I will define the mutual information of a "cell" $x_0$ to be:
$CI(x_0,Y) = \sum_{y \in Y} p(x_0,y) \log{ \left( \frac{p(x_0,y)}{p_1(x_0)\,p_2(y)}
\right) }, \,\!$

I'm not sure if this quantity goes by another name. Essentially I'm restricting focus to a single state of variable X (and then the full MI can be calculated by summing all the cell MIs).

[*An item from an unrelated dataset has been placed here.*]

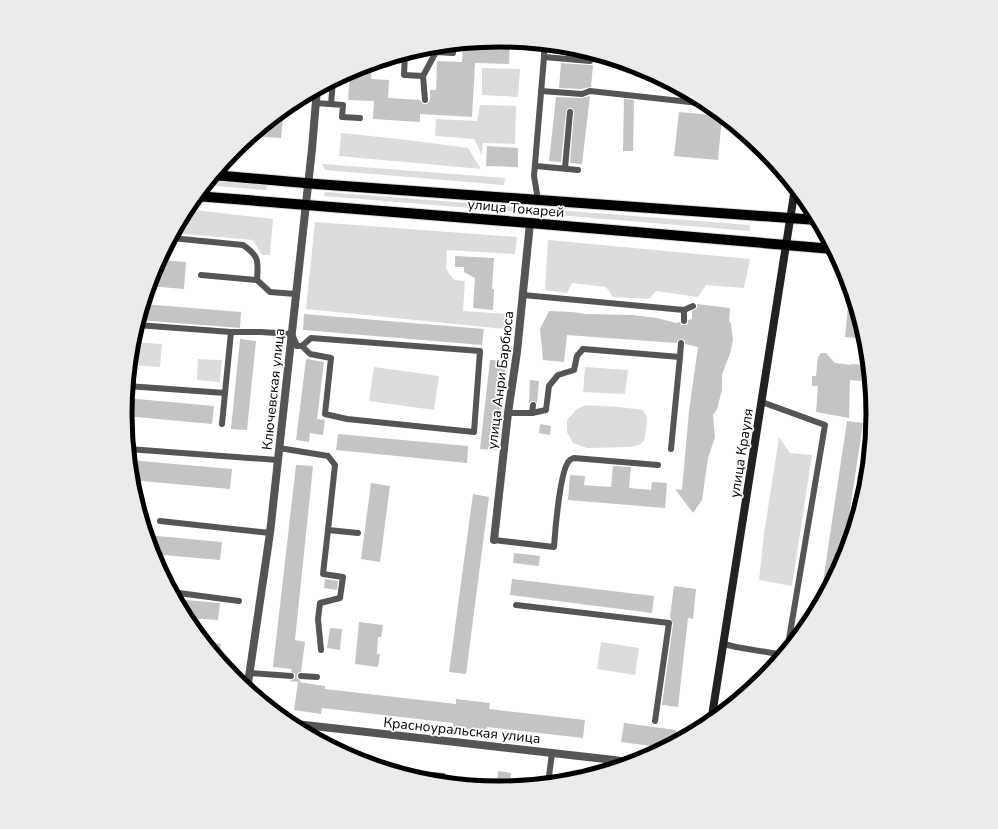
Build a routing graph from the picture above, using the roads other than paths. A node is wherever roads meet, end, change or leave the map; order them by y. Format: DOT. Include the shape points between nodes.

My question: is it guaranteed that $CI(x_0,Y) \ge 0$? We know $I(X;Y)\ge0$ and we know that the pointwise mutual information can be negative. I feel like CI should be nonnegative and that I might be missing some obvious proof.

Best Answer

In,

$I(x,y)= \sum_{x \in X} \sum_{y \in Y} p(x,y) \log_2 (\frac{p(x , y)}{p(x)p(y)})$

$CI(x,y)= \sum_{y \in Y} p(x,y) \log_2 (\frac{p(x , y)}{p(x)p(y)})$ for $x \in X$

we have,

$p(\cdot) \in [0,1]$

$\rightarrow\frac{p(\cdot)}{p(\cdot)p(\cdot)} \in [0...\infty ]$

$\rightarrow log_2\frac{p(\cdot)}{p(\cdot)p(\cdot)} \in (0...\infty ]$

$\rightarrow p(\cdot) log_2\frac{p(\cdot)}{p(\cdot)p(\cdot)} \in [0...\infty ]$

the codomain of $I$ and $CI$ is defined only on positive real values.